Supplemental Consultation on Remand for Operation of the Federal Columbia River Power System
Endangered Species Act Section 7(a)(2) Biological Opinion
The 2008 Federal Columbia River Power System Biological Opinion (FCRPS BiOp) described a comprehensive series of actions to improve the status of 13 salmon and steelhead species throughout their life cycle. The suite of actions, called the Reasonable and Prudent Alternative (RPA), included among other things hydropower passage, estuary and tributary habitat, hatchery and predation management improvements needed to avoid or minimize harm to the species and their habitats. The actions would occur over a 10-year period, through 2018. The RPA also included an adaptive management framework to monitor and adjust implementation as necessary to achieve survival improvements identified in the 2008 FCRPS BiOp.
The FCRPS BiOp was updated in 2009 to improve monitoring of potential uncertainties and to establish contingency measures should fish abundance decline. In 2010, NOAA Fisheries reexamined and validated the 2008 conclusions in a Supplemental Biological Opinion. This 2013 Draft Supplemental FCRPS BiOp addresses a 2011 Court Remand Order requiring more specific identification of habitat actions planned for the 2014–2018 period and requiring NOAA Fisheries to reexamine the 2008/2010 Biological Opinions.
NOAA Fisheries and the FCRPS Action Agencies work closely with sovereign State and Tribal governments to implement the FCRPS BiOp.
Development of the 2013 Draft Supplemental FCRPS BiOp
NOAA Fisheries reviewed implementation progress described in the FCRPS Action Agencies’ Draft 2013 Comprehensive Evaluation to assess whether the RPA actions are occurring as intended in the 2008 FCRPS BiOp. NOAA Fisheries also evaluated the prospective actions described in the Draft 2014-2018 Implementation Plan. NOAA Fisheries determines that the program of improvements is on track, although much work remains to be done by 2018.

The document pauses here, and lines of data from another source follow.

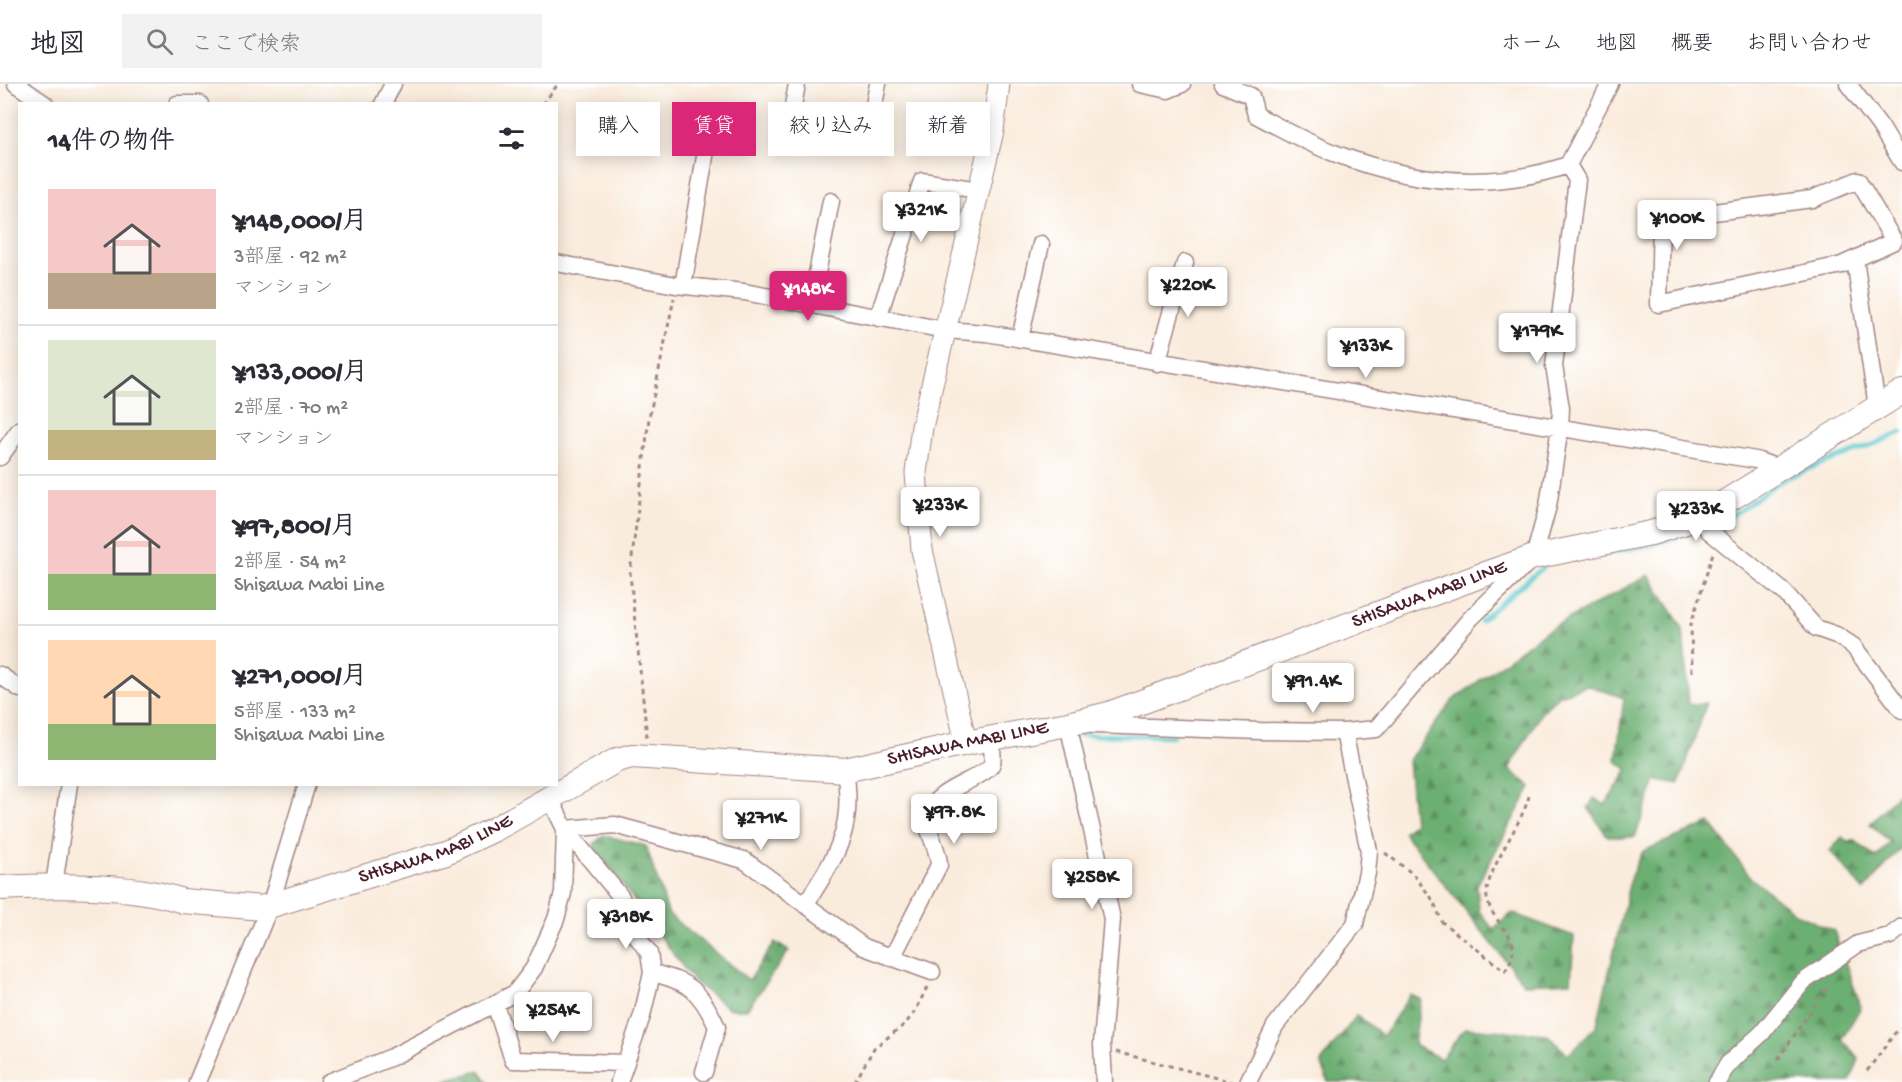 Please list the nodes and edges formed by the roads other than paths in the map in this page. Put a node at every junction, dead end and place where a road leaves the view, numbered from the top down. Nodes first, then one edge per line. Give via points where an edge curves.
1 (16, 84) edge
2 (393, 84) edge
3 (797, 84) edge
4 (878, 84) edge
5 (999, 84) edge
6 (1140, 84) edge
7 (1182, 84) edge
8 (1223, 84) edge
9 (1610, 84) edge
10 (1848, 84) edge
11 (42, 102) edge
12 (384, 102) edge
13 (794, 102) edge
14 (874, 102) edge
15 (704, 156) edge
16 (1902, 162) edge
17 (1568, 165) junction
18 (978, 190) junction
19 (831, 201) dead end
20 (1041, 244) dead end
21 (1855, 260) junction
22 (558, 263) edge
23 (1185, 263) dead end
24 (680, 285) junction
25 (810, 305) junction
26 (878, 318) junction
27 (945, 330) junction
28 (1020, 339) junction
29 (1157, 363) junction
30 (1902, 392) edge
31 (1877, 407) junction
32 (1560, 427) junction
33 (18, 432) edge
34 (0, 457) edge
35 (1779, 468) junction
36 (1707, 527) junction
37 (1534, 557) junction
38 (0, 675) edge
39 (18, 688) edge
40 (1902, 710) edge
41 (1069, 731) junction
42 (1345, 737) junction
43 (966, 743) junction
44 (991, 743) junction
45 (845, 771) junction
46 (69, 786) edge
47 (306, 786) edge
48 (550, 798) junction
49 (565, 829) junction
50 (54, 885) junction
51 (0, 888) edge
52 (805, 905) junction
53 (270, 906) junction
54 (1902, 927) edge
55 (892, 958) junction
56 (932, 972) road end
57 (652, 973) junction
58 (495, 1004) junction
59 (626, 1063) junction
60 (704, 1072) dead end
61 (197, 1082) edge
62 (329, 1082) edge
63 (619, 1082) edge
64 (1104, 1082) edge
65 (1248, 1082) edge
66 (1718, 1082) edge

1 - 11 street
2 - 12 street
3 - 13 street
4 - 14 street
5 - 18 street via 993,131
6 - 7 street via 1168,90
8 - 17 street via 1251,96 1256,115 1333,153 1432,179 1476,184 1546,173
9 - 17 street
10 - 16 street
15 - 24 street
17 - 32 street via 1576,180 1554,366 1562,408
18 - 26 street via 922,180
18 - 27 street
19 - 25 street
20 - 28 street
21 - 21 street via 1842,265 1659,304 1661,219 1812,199 1858,180 1894,241
21 - 31 street
22 - 24 street
23 - 29 street
24 - 25 street
25 - 26 street
26 - 27 street
27 - 28 street
27 - 43 street via 922,427 916,473 922,550
28 - 29 street
29 - 32 street
30 - 31 main road, SHISAWA MABI LINE
31 - 35 main road, SHISAWA MABI LINE
32 - 35 street via 1756,460
32 - 37 street via 1548,506
33 - 34 street
35 - 36 main road, SHISAWA MABI LINE via 1737,497
36 - 37 main road, SHISAWA MABI LINE
36 - 40 street via 1784,592 1816,628 1852,646
37 - 41 main road, SHISAWA MABI LINE
37 - 42 street via 1470,619 1381,726
38 - 39 street
41 - 42 street via 1113,728
41 - 44 main road, SHISAWA MABI LINE
41 - 64 street via 1112,919 1102,1049
42 - 65 street via 1368,844 1367,873 1355,924 1275,1026
43 - 44 main road, SHISAWA MABI LINE
43 - 45 main road, SHISAWA MABI LINE
44 - 55 street via 993,761 988,770 961,782 928,812 927,822 939,865
45 - 48 main road, SHISAWA MABI LINE via 647,755 617,760
45 - 52 street via 850,799 848,822 831,863
46 - 50 street
47 - 53 street
48 - 49 street
48 - 53 main road, SHISAWA MABI LINE via 446,852
49 - 52 street via 615,825 744,860
49 - 57 street via 621,897 630,927 649,953
49 - 58 street via 563,893 547,943 515,993
50 - 51 main road, SHISAWA MABI LINE
50 - 53 main road, SHISAWA MABI LINE via 255,909
52 - 55 street via 864,947
53 - 61 street
54 - 66 street via 1890,936 1858,944 1803,982 1762,1033 1728,1064
55 - 56 street
57 - 59 street
57 - 60 street via 680,979 692,987 710,1012 717,1027
58 - 59 street via 513,1060
58 - 62 street via 392,1057
59 - 63 street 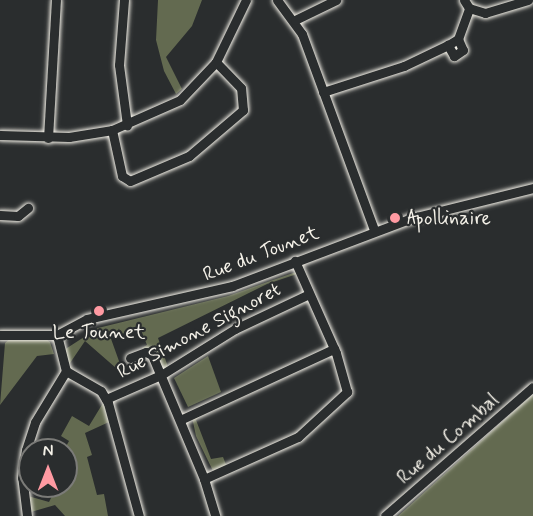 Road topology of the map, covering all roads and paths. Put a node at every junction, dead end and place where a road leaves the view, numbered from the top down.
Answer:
1 (56, 0) edge
2 (124, 0) edge
3 (246, 0) edge
4 (277, 0) edge
5 (336, 0) edge
6 (528, 0) edge
7 (467, 4) edge
8 (295, 20) junction
9 (458, 39) junction
10 (448, 45) junction
11 (216, 62) junction
12 (323, 92) junction
13 (127, 124) junction
14 (112, 130) junction
15 (0, 135) edge
16 (48, 138) junction
17 (533, 188) edge
18 (28, 208) dead end
19 (0, 215) edge
20 (374, 230) junction
21 (295, 261) junction
22 (309, 294) junction
23 (0, 335) edge
24 (57, 335) junction
25 (334, 348) junction
26 (130, 358) dead end
27 (66, 371) junction
28 (161, 375) junction
29 (533, 387) edge
30 (106, 399) junction
31 (180, 420) junction
32 (204, 479) junction
33 (27, 516) edge
34 (139, 516) edge
35 (215, 516) edge
36 (385, 516) edge

1 - 16 street
2 - 13 street
3 - 11 street
4 - 8 street
5 - 8 street
6 - 7 street
7 - 9 street
8 - 12 street
9 - 10 street
9 - 10 street
10 - 12 street
11 - 13 street
11 - 14 street
12 - 20 street
13 - 14 street
14 - 16 street
15 - 16 street
17 - 20 street, Rue du Tounet
18 - 19 street
20 - 21 street, Rue du Tounet
21 - 22 street
21 - 24 street, Rue du Tounet
22 - 25 street
22 - 28 street, Rue Simone Signoret
23 - 24 street, Rue du Tounet
24 - 27 street
25 - 31 street
25 - 32 street
26 - 28 street
27 - 30 street
27 - 33 street
28 - 30 street, Rue Simone Signoret
28 - 31 street
29 - 36 street, Rue du Combal
30 - 34 street
31 - 32 street
32 - 35 street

The FCRPS Action Agencies identified specific habitat actions for implementation between 2014-2018 and used the best available science to determine their efficacy. By identifying the factors limiting habitat productivity, and by implementing actions that decrease the impact of those limiting factors, habitat function will improve. This, ultimately, will improve the freshwater survival of salmon and steelhead.
NOAA Fisheries evaluated whether the effects of implementing the RPA habitat actions and habitat projects for the 2014-2018 period are reasonably certain to occur. The FCRPS Action Agencies have built significant capacity to implement projects based on successful partnerships, resulting in broad institutional and stakeholder support for implementation. The adaptive management framework ensures that the objectives, as outlined in the 2008 BiOp, are met by 2018. They have laid out credible strategies for achieving performance standards, and associated survival improvements, for the affected salmon and steelhead.
NOAA Fisheries considered new scientific information, such as the current biological status of the fish, to assess whether new information showed any significant discrepancies from expected results.
NOAA Fisheries proposes to determine that the RPA, as described in the 2013 Draft Supplemental FCRPS Biological Opinion, is likely to achieve the survival improvements anticipated in the 2008 FCRPS BiOp. Therefore, the 2008 FCRPS Biological Opinion conclusions remain valid and the operation of the FCRPS is not likely to jeopardize the listed species or adversely modify their critical habitats. NOAA Fisheries now seeks comments from State and Tribal partners to ensure that all relevant information is considered in this 2013 Draft Supplemental FCRPS BiOp.